- _Data extracts_
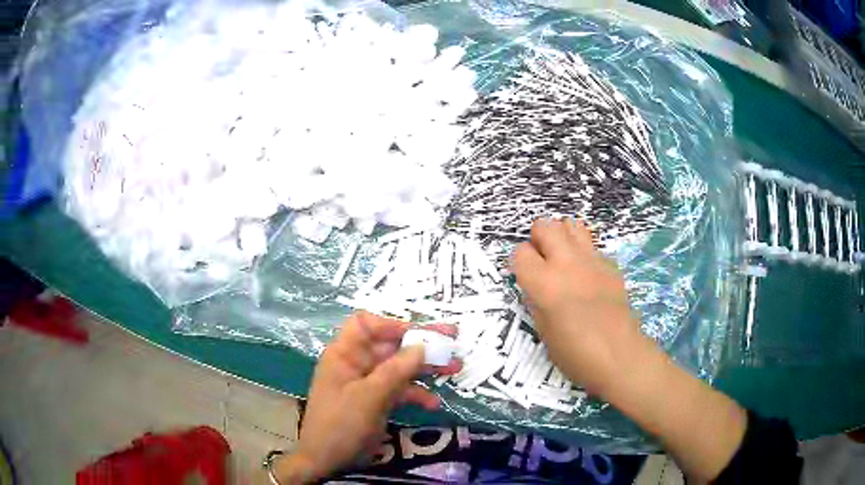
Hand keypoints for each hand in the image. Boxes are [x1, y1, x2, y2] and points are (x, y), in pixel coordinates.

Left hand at [273, 312, 459, 483]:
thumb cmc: (341, 424)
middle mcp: (357, 363)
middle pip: (390, 345)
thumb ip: (396, 370)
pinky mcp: (376, 401)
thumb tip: (423, 346)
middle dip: (421, 344)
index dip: (391, 324)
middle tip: (453, 340)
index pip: (366, 324)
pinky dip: (416, 394)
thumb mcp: (369, 397)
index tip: (420, 334)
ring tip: (455, 368)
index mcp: (345, 354)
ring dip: (425, 368)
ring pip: (399, 367)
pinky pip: (399, 390)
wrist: (327, 460)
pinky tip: (434, 404)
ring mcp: (368, 383)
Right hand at [511, 218, 643, 395]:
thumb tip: (534, 285)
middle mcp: (566, 263)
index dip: (519, 263)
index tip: (524, 276)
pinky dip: (583, 253)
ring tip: (563, 259)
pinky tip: (586, 275)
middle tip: (543, 262)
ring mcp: (591, 261)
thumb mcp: (543, 331)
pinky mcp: (610, 265)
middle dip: (538, 239)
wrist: (619, 355)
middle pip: (544, 226)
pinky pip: (591, 246)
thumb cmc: (575, 353)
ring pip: (571, 225)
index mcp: (544, 283)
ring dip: (562, 237)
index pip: (520, 252)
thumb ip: (536, 300)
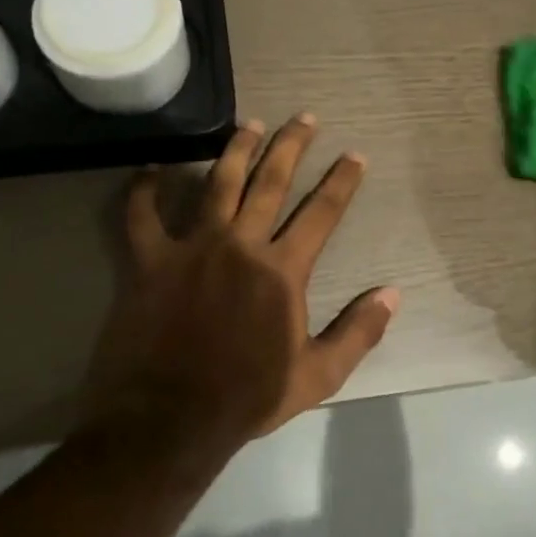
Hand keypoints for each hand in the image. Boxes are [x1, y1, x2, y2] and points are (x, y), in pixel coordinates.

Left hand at [82, 114, 398, 464]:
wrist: (169, 419)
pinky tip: (151, 168)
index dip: (342, 181)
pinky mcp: (149, 261)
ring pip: (217, 183)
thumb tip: (393, 294)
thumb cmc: (247, 397)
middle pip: (271, 182)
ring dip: (236, 149)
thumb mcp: (318, 375)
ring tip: (251, 123)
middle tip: (305, 118)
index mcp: (282, 270)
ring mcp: (192, 248)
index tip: (355, 155)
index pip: (322, 213)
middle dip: (292, 146)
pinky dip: (144, 190)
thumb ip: (358, 331)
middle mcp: (241, 245)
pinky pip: (142, 216)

- _What is needed_
Search the data for "middle". Copy each line that has it.

- _Written answer_
middle mcp: (357, 363)
middle pip: (390, 345)
middle dip: (421, 344)
middle tip: (453, 340)
middle mcp: (566, 263)
middle tip: (543, 262)
middle dip: (538, 239)
middle pip: (544, 226)
middle pip: (271, 182)
middle tip: (305, 118)
middle dip: (292, 146)
middle mcp: (241, 245)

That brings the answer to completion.